I wanted everybody to leave the cinema with the thought that they were personally responsible for the problem like I did. And they should start doing something themselves at home to solve the problem; whether it is stopping the use of straws or taking a bag to the supermarket and reusing it. We included every possible solution in the movie. So, optimism was incredibly important in the film. 

What made me optimistic after releasing the film were the kids I interacted with. We toured schools all around the world with a 20-minute long version of the film. I was also doing talks for bankers, governments, ministers and all sorts of smart people. With adults, I had to explain everything from the beginning. But, the kids already knew about the issue. All they wanted to know was ‘how to solve the problem, where are the tools, who’s going to help us get them, and when do we start’. It made me so optimistic that I was able to go around the world and show the film feeling empowered.

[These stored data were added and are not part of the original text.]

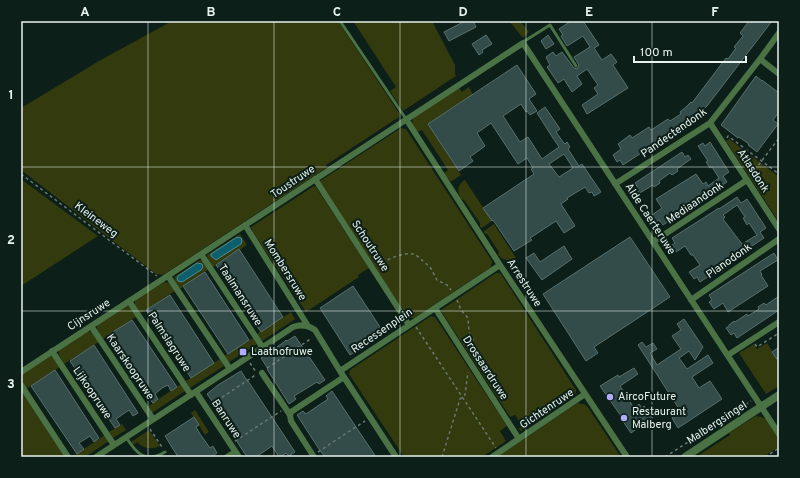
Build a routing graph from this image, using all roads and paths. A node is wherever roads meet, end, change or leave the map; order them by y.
1 (340, 21) edge
2 (779, 33) edge
3 (522, 43) junction
4 (760, 59) junction
5 (576, 66) dead end
6 (779, 74) edge
7 (406, 119) junction
8 (710, 123) junction
9 (779, 138) edge
10 (723, 142) junction
11 (761, 161) junction
12 (21, 174) edge
13 (779, 174) edge
14 (746, 178) junction
15 (315, 179) junction
16 (615, 184) junction
17 (245, 225) junction
18 (779, 229) edge
19 (779, 238) edge
20 (653, 242) junction
21 (201, 254) junction
22 (500, 265) junction
23 (373, 268) junction
24 (168, 276) junction
25 (162, 280) junction
26 (455, 295) junction
27 (691, 300) junction
28 (129, 301) junction
29 (435, 308) junction
30 (779, 322) edge
31 (411, 323) junction
32 (91, 326) junction
33 (308, 326) junction
34 (779, 333) edge
35 (752, 339) junction
36 (263, 348) junction
37 (52, 352) junction
38 (464, 354) junction
39 (728, 355) junction
40 (247, 359) junction
41 (469, 361) junction
42 (230, 370) junction
43 (21, 372) edge
44 (340, 372) junction
45 (260, 374) joint
46 (344, 377) junction
47 (21, 385) edge
48 (194, 393) junction
49 (585, 394) junction
50 (779, 395) edge
51 (462, 397) junction
52 (756, 398) junction
53 (761, 406) junction
54 (285, 408) junction
55 (290, 415) junction
56 (370, 417) junction
57 (153, 419) junction
58 (147, 424) junction
59 (779, 434) edge
60 (126, 437) junction
61 (519, 439) junction
62 (230, 444) junction
63 (114, 445) junction
64 (779, 448) edge
65 (165, 452) joint
66 (499, 453) junction
67 (237, 454) edge
68 (313, 456) edge
69 (68, 457) edge
70 (96, 457) edge
71 (227, 457) edge
72 (396, 457) edge
73 (442, 457) edge
74 (492, 457) edge
75 (627, 457) edge
76 (665, 457) edge
77 (685, 457) edge
78 (765, 457) edge

1 - 7 lane
2 - 4 street, Pandectendonk
3 - 5 lane
3 - 7 street, Toustruwe
3 - 16 street, Alde Caerteruwe
4 - 6 street
4 - 8 street, Pandectendonk
7 - 15 street, Toustruwe
7 - 22 street, Arrestruwe
8 - 10 street, Atlasdonk
8 - 16 street, Pandectendonk
9 - 11 path
10 - 11 path
10 - 14 street, Atlasdonk
11 - 13 path
11 - 14 path
12 - 25 path, Kleineweg
14 - 18 street, Atlasdonk
14 - 20 street, Mediaandonk
15 - 17 street, Toustruwe
15 - 23 street, Schoutruwe
16 - 20 street, Alde Caerteruwe
17 - 21 street, Toustruwe
17 - 33 street, Mombersruwe
19 - 27 street, Planodonk
20 - 27 street, Alde Caerteruwe
21 - 24 street, Toustruwe
21 - 36 street, Taalmansruwe
22 - 26 street, Recessenplein
22 - 49 street, Arrestruwe
23 - 26 path
23 - 31 street, Schoutruwe
24 - 25 street, Cijnsruwe
24 - 42 street
25 - 28 street, Cijnsruwe
26 - 29 street, Recessenplein
26 - 38 path
27 - 39 street, Alde Caerteruwe
28 - 32 street, Cijnsruwe
28 - 48 street, Palmslagruwe
29 - 31 street, Recessenplein
29 - 38 street, Drossaardruwe
30 - 35 street
31 - 44 street, Recessenplein
31 - 51 path
32 - 37 street, Cijnsruwe
32 - 57 street, Kaarskoopruwe
33 - 36 street
33 - 44 street
34 - 35 path
35 - 39 street
36 - 40 street
37 - 43 street, Cijnsruwe
37 - 63 street, Lijkoopruwe
38 - 41 street, Drossaardruwe
39 - 52 street, Alde Caerteruwe
40 - 42 street
40 - 45 path
41 - 51 path
41 - 61 street, Drossaardruwe
42 - 48 street
44 - 46 street
45 - 54 street
46 - 55 street
46 - 56 street
47 - 69 street
48 - 57 street
48 - 62 street, Banruwe
49 - 61 street, Gichtenruwe
49 - 75 street, Arrestruwe
50 - 53 street, Malbergsingel
51 - 66 path
51 - 73 path
52 - 53 street, Alde Caerteruwe
52 - 76 path
53 - 59 street, Alde Caerteruwe
53 - 77 street, Malbergsingel
54 - 55 street
54 - 62 path
55 - 68 street
56 - 68 path
56 - 72 street
57 - 58 street
58 - 60 street
58 - 65 path
60 - 63 street
60 - 65 lane
61 - 66 street
62 - 67 street, Banruwe
63 - 70 street
64 - 78 path
66 - 74 street
67 - 71 street

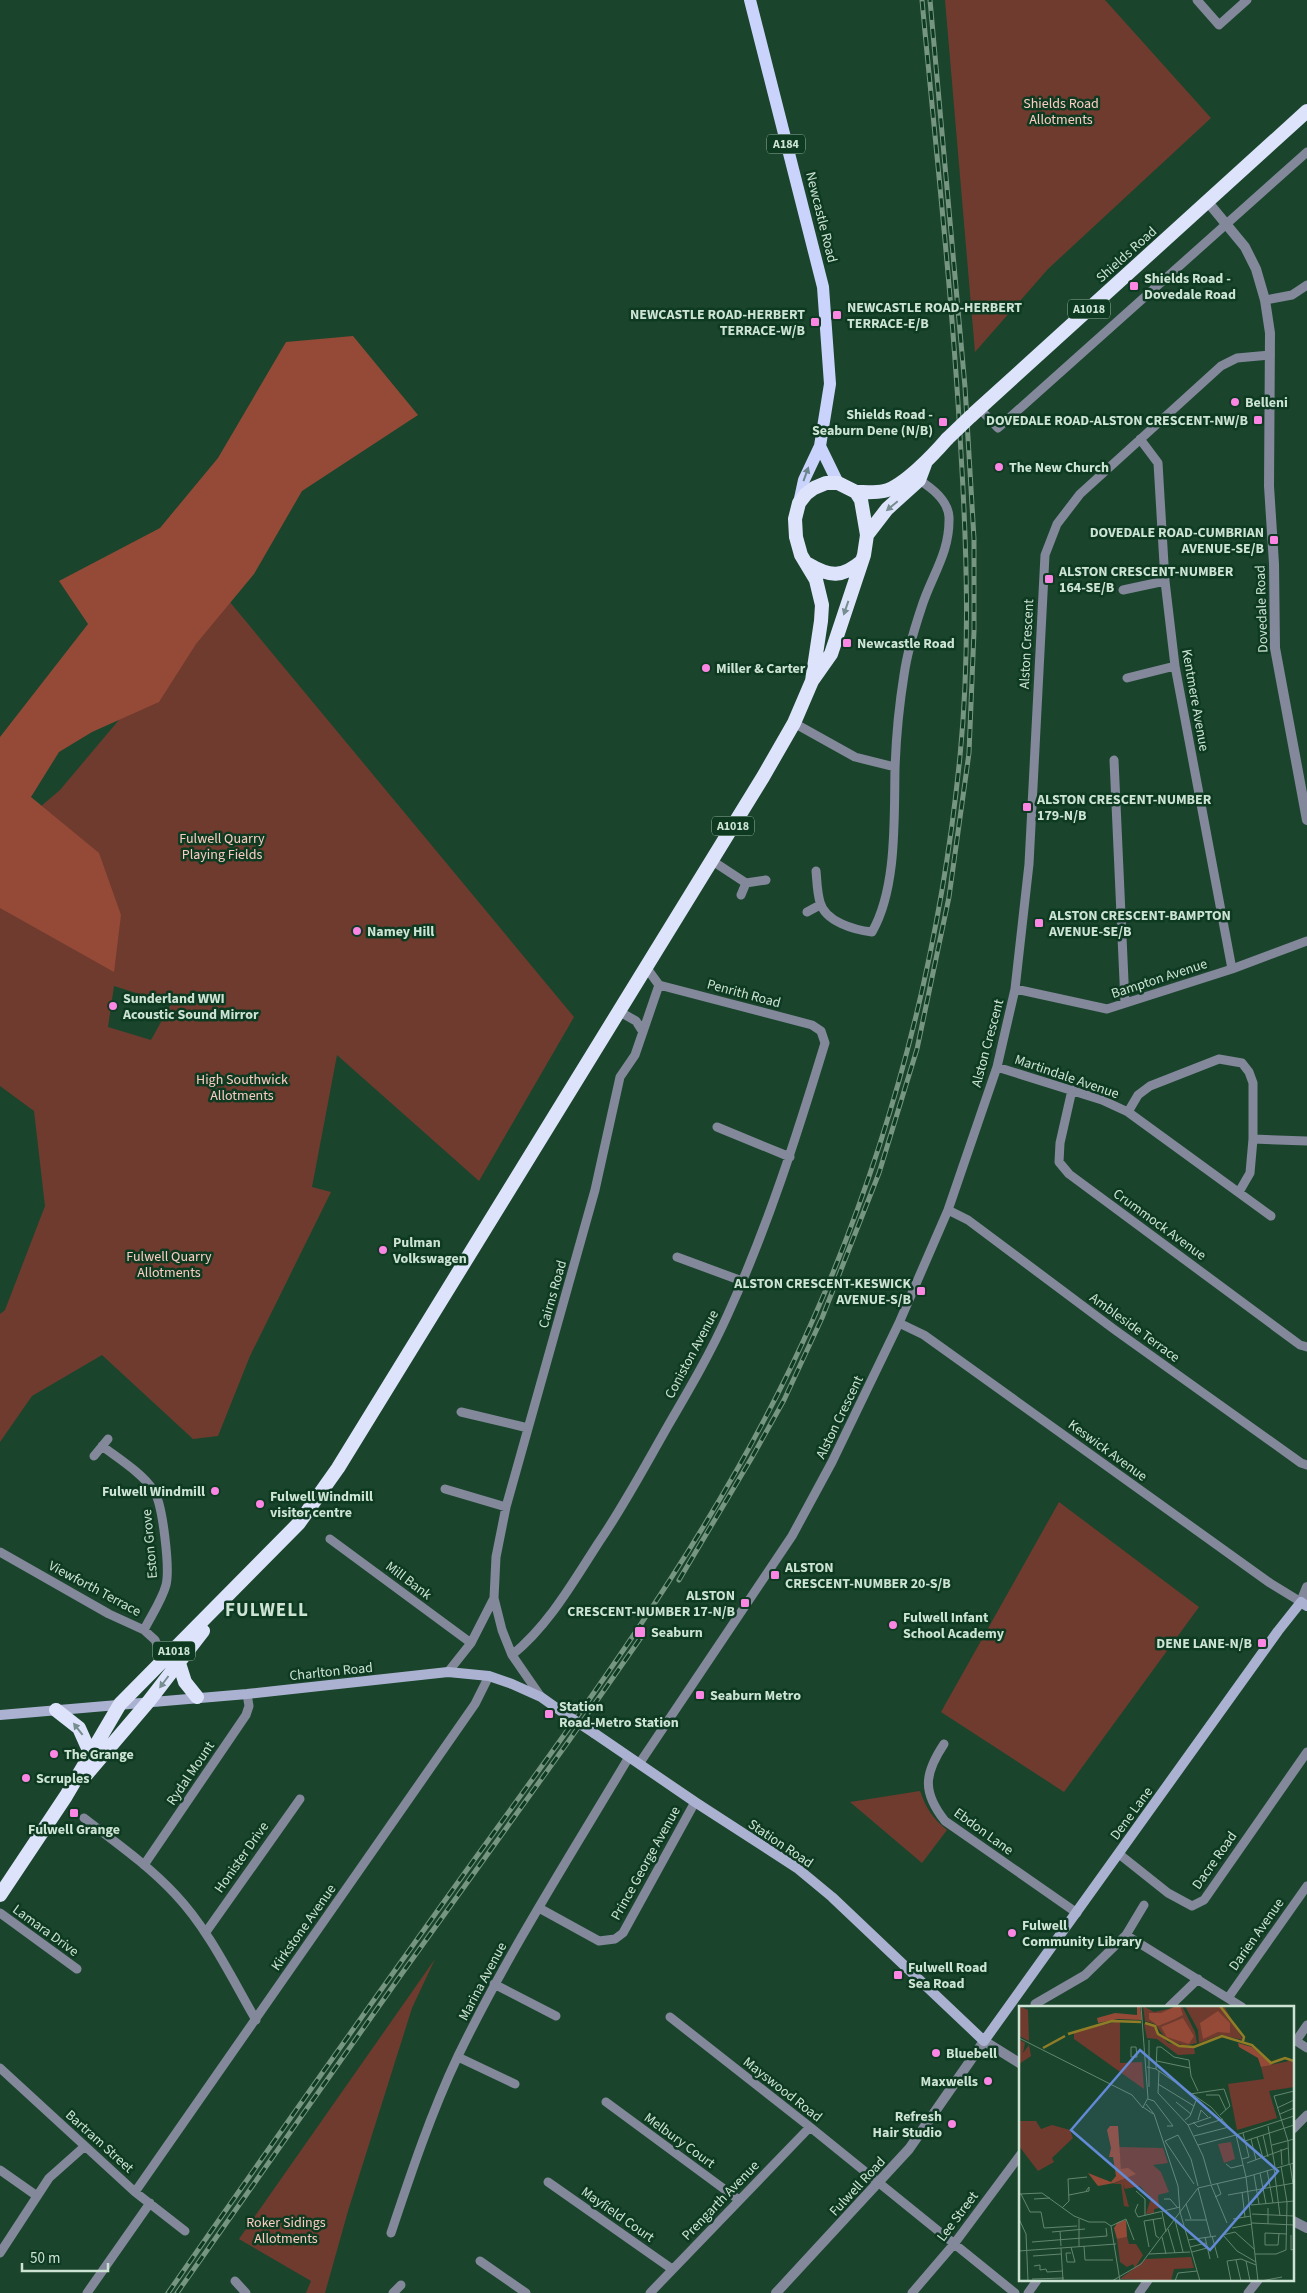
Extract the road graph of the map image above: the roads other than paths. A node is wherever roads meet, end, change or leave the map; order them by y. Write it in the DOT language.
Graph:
graph roads {
  1 [pos="750,0"];
  2 [pos="1197,0"];
  3 [pos="1247,0"];
  4 [pos="1307,111"];
  5 [pos="1307,152"];
  6 [pos="1207,201"];
  7 [pos="1226,222"];
  8 [pos="1307,286"];
  9 [pos="1266,300"];
  10 [pos="1270,355"];
  11 [pos="975,412"];
  12 [pos="1140,439"];
  13 [pos="820,446"];
  14 [pos="925,464"];
  15 [pos="920,480"];
  16 [pos="838,483"];
  17 [pos="856,492"];
  18 [pos="799,503"];
  19 [pos="867,534"];
  20 [pos="862,561"];
  21 [pos="808,564"];
  22 [pos="1165,581"];
  23 [pos="1123,590"];
  24 [pos="1175,666"];
  25 [pos="1127,678"];
  26 [pos="812,681"];
  27 [pos="794,723"];
  28 [pos="1114,760"];
  29 [pos="895,767"];
  30 [pos="1307,820"];
  31 [pos="712,860"];
  32 [pos="816,871"];
  33 [pos="766,880"];
  34 [pos="746,883"];
  35 [pos="740,895"];
  36 [pos="820,905"];
  37 [pos="807,912"];
  38 [pos="1307,941"];
  39 [pos="646,967"];
  40 [pos="1232,969"];
  41 [pos="659,985"];
  42 [pos="1015,989"];
  43 [pos="1125,1003"];
  44 [pos="620,1012"];
  45 [pos="821,1031"];
  46 [pos="643,1032"];
  47 [pos="997,1067"];
  48 [pos="1072,1090"];
  49 [pos="1128,1112"];
  50 [pos="717,1127"];
  51 [pos="1253,1139"];
  52 [pos="1307,1141"];
  53 [pos="790,1157"];
  54 [pos="1239,1192"];
  55 [pos="948,1210"];
  56 [pos="1271,1216"];
  57 [pos="677,1257"];
  58 [pos="742,1281"];
  59 [pos="899,1323"];
  60 [pos="1307,1347"];
  61 [pos="461,1412"];
  62 [pos="528,1428"];
  63 [pos="94,1456"];
  64 [pos="1307,1465"];
  65 [pos="445,1489"];
  66 [pos="506,1507"];
  67 [pos="330,1539"];
  68 [pos="0,1552"];
  69 [pos="1307,1587"];
  70 [pos="227,1598"];
  71 [pos="494,1598"];
  72 [pos="1304,1604"];
  73 [pos="144,1630"];
  74 [pos="471,1643"];
  75 [pos="512,1655"];
  76 [pos="164,1660"];
  77 [pos="179,1663"];
  78 [pos="448,1672"];
  79 [pos="489,1676"];
  80 [pos="246,1694"];
  81 [pos="540,1696"];
  82 [pos="197,1698"];
  83 [pos="150,1701"];
  84 [pos="120,1704"];
  85 [pos="56,1710"];
  86 [pos="0,1716"];
  87 [pos="944,1744"];
  88 [pos="1307,1752"];
  89 [pos="91,1755"];
  90 [pos="629,1757"];
  91 [pos="639,1764"];
  92 [pos="66,1796"];
  93 [pos="300,1799"];
  94 [pos="695,1802"];
  95 [pos="84,1818"];
  96 [pos="1119,1854"];
  97 [pos="144,1865"];
  98 [pos="1307,1886"];
  99 [pos="0,1895"];
  100 [pos="1144,1905"];
  101 [pos="539,1908"];
  102 [pos="0,1913"];
  103 [pos="1077,1913"];
  104 [pos="206,1932"];
  105 [pos="1126,1936"];
  106 [pos="77,1969"];
  107 [pos="1198,1979"];
  108 [pos="494,1984"];
  109 [pos="1228,1998"];
  110 [pos="1035,2004"];
  111 [pos="1170,2006"];
  112 [pos="1240,2006"];
  113 [pos="556,2016"];
  114 [pos="670,2017"];
  115 [pos="256,2020"];
  116 [pos="1307,2025"];
  117 [pos="1294,2040"];
  118 [pos="984,2041"];
  119 [pos="1307,2048"];
  120 [pos="458,2057"];
  121 [pos="1019,2063"];
  122 [pos="0,2068"];
  123 [pos="515,2084"];
  124 [pos="606,2102"];
  125 [pos="1307,2115"];
  126 [pos="810,2127"];
  127 [pos="1294,2128"];
  128 [pos="85,2146"];
  129 [pos="1019,2157"];
  130 [pos="0,2170"];
  131 [pos="548,2182"];
  132 [pos="879,2183"];
  133 [pos="135,2192"];
  134 [pos="37,2196"];
  135 [pos="739,2200"];
  136 [pos="150,2203"];
  137 [pos="1294,2223"];
  138 [pos="1307,2228"];
  139 [pos="184,2231"];
  140 [pos="391,2233"];
  141 [pos="954,2244"];
  142 [pos="0,2253"];
  143 [pos="480,2261"];
  144 [pos="672,2269"];
  145 [pos="1037,2280"];
  146 [pos="1148,2280"];
  147 [pos="1258,2280"];
  148 [pos="235,2281"];
  149 [pos="401,2285"];
  150 [pos="390,2291"];
  151 [pos="87,2293"];
  152 [pos="246,2293"];
  153 [pos="526,2293"];
  154 [pos="650,2293"];
  155 [pos="776,2293"];
  156 [pos="912,2293"];
  157 [pos="1015,2293"];
  158 [pos="1028,2293"];
  159 [pos="1139,2293"];
  160 [pos="1248,2293"];
  1 -- 13 [label="main road, Newcastle Road / A184"];
  2 -- 3 [label="street"];
  4 -- 6 [label="highway, Shields Road / A1018"];
  5 -- 7 [label="street"];
  6 -- 7 [label="street, Dovedale Road"];
  6 -- 11 [label="highway, Shields Road / A1018"];
  7 -- 9 [label="street, Dovedale Road"];
  7 -- 11 [label="street"];
  8 -- 9 [label="street"];
  9 -- 10 [label="street, Dovedale Road"];
  10 -- 12 [label="street, Alston Crescent"];
  10 -- 30 [label="street, Dovedale Road"];
  11 -- 14 [label="highway, Shields Road / A1018, bridge"];
  12 -- 22 [label="street, Kentmere Avenue"];
  12 -- 42 [label="street, Alston Crescent"];
  13 -- 16 [label="main road"];
  18 -- 13 [label="main road, A184, one-way"];
  14 -- 15 [label="highway, A1018"];
  14 -- 17 [label="highway, A1018"];
  15 -- 19 [label="highway, one-way"];
  15 -- 29 [label="street"];
  16 -- 17 [label="highway"];
  16 -- 18 [label="highway"];
  17 -- 19 [label="highway"];
  18 -- 21 [label="highway"];
  19 -- 20 [label="highway"];
  20 -- 21 [label="highway"];
  20 -- 26 [label="highway, A1018, one-way"];
  21 -- 26 [label="highway, A1018"];
  22 -- 23 [label="street"];
  22 -- 24 [label="street, Kentmere Avenue"];
  24 -- 25 [label="street"];
  24 -- 40 [label="street, Kentmere Avenue"];
  26 -- 27 [label="highway, A1018"];
  27 -- 29 [label="street"];
  27 -- 31 [label="highway, A1018"];
  28 -- 43 [label="street"];
  29 -- 36 [label="street"];
  31 -- 34 [label="street"];
  31 -- 39 [label="highway, A1018"];
  32 -- 36 [label="street"];
  33 -- 34 [label="street"];
  34 -- 35 [label="street"];
  36 -- 37 [label="street"];
  38 -- 40 [label="street, Bampton Avenue"];
  39 -- 41 [label="street"];
  39 -- 44 [label="highway, A1018"];
  40 -- 43 [label="street, Bampton Avenue"];
  41 -- 45 [label="street, Penrith Road"];
  41 -- 46 [label="street, Cairns Road"];
  42 -- 43 [label="street, Bampton Avenue"];
  42 -- 47 [label="street, Alston Crescent"];
  44 -- 46 [label="street"];
  44 -- 70 [label="highway, A1018"];
  45 -- 53 [label="street, Coniston Avenue"];
  46 -- 62 [label="street, Cairns Road"];
  47 -- 48 [label="street, Martindale Avenue"];
  47 -- 55 [label="street, Alston Crescent"];
  48 -- 49 [label="street, Martindale Avenue"];
  48 -- 60 [label="street, Crummock Avenue"];
  49 -- 51 [label="street, Martindale Avenue"];
  49 -- 54 [label="street, Martindale Avenue"];
  50 -- 53 [label="street"];
  51 -- 52 [label="street"];
  51 -- 54 [label="street, Martindale Avenue"];
  53 -- 58 [label="street, Coniston Avenue"];
  54 -- 56 [label="street, Martindale Avenue"];
  55 -- 59 [label="street, Alston Crescent"];
  55 -- 64 [label="street, Ambleside Terrace"];
  57 -- 58 [label="street"];
  58 -- 75 [label="street, Coniston Avenue"];
  59 -- 72 [label="street, Keswick Avenue"];
  59 -- 91 [label="street, Alston Crescent"];
  61 -- 62 [label="street"];
  62 -- 66 [label="street, Cairns Road"];
  63 -- 73 [label="street, Eston Grove"];
  65 -- 66 [label="street"];
  66 -- 71 [label="street, Cairns Road"];
  67 -- 74 [label="street, Mill Bank"];
  68 -- 73 [label="street, Viewforth Terrace"];
  69 -- 72 [label="street"];
  70 -- 76 [label="highway, A1018"];
  70 -- 77 [label="highway, A1018"];
  71 -- 74 [label="street, Cairns Road"];
  71 -- 75 [label="street, Cairns Road"];
  72 -- 96 [label="main road, Dene Lane"];
  73 -- 76 [label="street, Viewforth Terrace"];
  74 -- 78 [label="street, Cairns Road"];
  75 -- 81 [label="street, Cairns Road"];
  76 -- 84 [label="highway, A1018"];
  77 -- 82 [label="highway"];
  77 -- 83 [label="highway, A1018, one-way"];
  78 -- 79 [label="main road, Charlton Road"];
  78 -- 80 [label="main road, Charlton Road"];
  79 -- 81 [label="main road, Charlton Road"];
  79 -- 115 [label="street, Kirkstone Avenue"];
  80 -- 82 [label="main road, Charlton Road"];
  80 -- 97 [label="street, Rydal Mount"];
  81 -- 90 [label="main road, Station Road, bridge"];
  82 -- 83 [label="main road, Charlton Road"];
  83 -- 84 [label="main road, Charlton Road"];
  83 -- 92 [label="highway, A1018"];
  84 -- 85 [label="main road, Charlton Road"];
  84 -- 89 [label="highway, A1018"];
  85 -- 86 [label="main road, Charlton Road"];
  89 -- 85 [label="highway, one-way"];
  87 -- 103 [label="street, Ebdon Lane"];
  88 -- 96 [label="street, Dacre Road"];
  89 -- 92 [label="highway, A1018"];
  90 -- 91 [label="main road, Station Road"];
  90 -- 101 [label="street, Marina Avenue"];
  91 -- 94 [label="main road, Station Road"];
  92 -- 99 [label="highway, A1018"];
  93 -- 104 [label="street, Honister Drive"];
  94 -- 101 [label="street, Prince George Avenue"];
  94 -- 118 [label="main road, Station Road"];
  95 -- 97 [label="street"];
  96 -- 103 [label="main road, Dene Lane"];
  97 -- 104 [label="street"];
  98 -- 109 [label="street, Darien Avenue"];
  100 -- 105 [label="street"];
  101 -- 108 [label="street, Marina Avenue"];
  102 -- 106 [label="street, Lamara Drive"];
  103 -- 118 [label="main road, Dene Lane"];
  104 -- 115 [label="street"];
  105 -- 107 [label="street"];
  105 -- 110 [label="street"];
  107 -- 109 [label="street"];
  107 -- 111 [label="street"];
  108 -- 113 [label="street"];
  108 -- 120 [label="street, Marina Avenue"];
  109 -- 112 [label="street"];
  114 -- 126 [label="street, Mayswood Road"];
  115 -- 133 [label="street, Kirkstone Avenue"];
  116 -- 117 [label="street"];
  117 -- 119 [label="street"];
  118 -- 121 [label="street"];
  118 -- 132 [label="street, Fulwell Road"];
  120 -- 123 [label="street"];
  120 -- 140 [label="street, Marina Avenue"];
  122 -- 128 [label="street, Bartram Street"];
  124 -- 135 [label="street, Melbury Court"];
  125 -- 127 [label="street"];
  126 -- 132 [label="street, Mayswood Road"];
  126 -- 135 [label="street, Prengarth Avenue"];
  128 -- 133 [label="street, Bartram Street"];
  128 -- 134 [label="street"];
  129 -- 141 [label="street, Lee Street"];
  130 -- 134 [label="street"];
  131 -- 144 [label="street, Mayfield Court"];
  132 -- 141 [label="street, Mayswood Road"];
  132 -- 155 [label="street, Fulwell Road"];
  133 -- 136 [label="street, Bartram Street"];
  134 -- 142 [label="street"];
  135 -- 144 [label="street, Prengarth Avenue"];
  136 -- 139 [label="street, Bartram Street"];
  136 -- 151 [label="street"];
  137 -- 138 [label="street"];
  141 -- 156 [label="street, Lee Street"];
  141 -- 157 [label="street, Mayswood Road"];
  143 -- 153 [label="street"];
  144 -- 154 [label="street, Prengarth Avenue"];
  145 -- 158 [label="street"];
  146 -- 159 [label="street"];
  147 -- 160 [label="street"];
  148 -- 152 [label="street"];
  149 -- 150 [label="street"];
}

Thinking about the next generation is important for adults because that’s what should drive us. That’s what drove me when we went around screening.

Going back to your question, is technology the answer, no. It’s not. It’s one of the answers. The danger of relying on technology thinking it is the answer is that we leave it up to the scientists and entrepreneurs to solve the problem while we keep on using single-use plastic. We cannot encourage people to do that. 

Banning single-use plastic is the number one answer and solution. 

EO: People are fascinated by entrepreneurs, who focus on space exploration, colonizing mars, etc. Space X is attracting a lot of attention. Do we need an ‘Earth X’? What do you think about the fact that people focus too much on starts and not on this planet?

Craig Leeson: That’s a hard question because I am a bit of a space cadet. I am a dreamer. It is very difficult for me to believe that we are the only civilisation in the infinite expanse of the universe. I firmly believe in science, and we have to look at other places in the universe to understand our place here.

But colonising another planet that has no oxygen, no plant life, and no sustenance when we got a perfect island here seems ludicrous to me. We know more about the surface of the moon than we know about the oceans. More people have been to the moon than to the bottom of the ocean. That is crazy. 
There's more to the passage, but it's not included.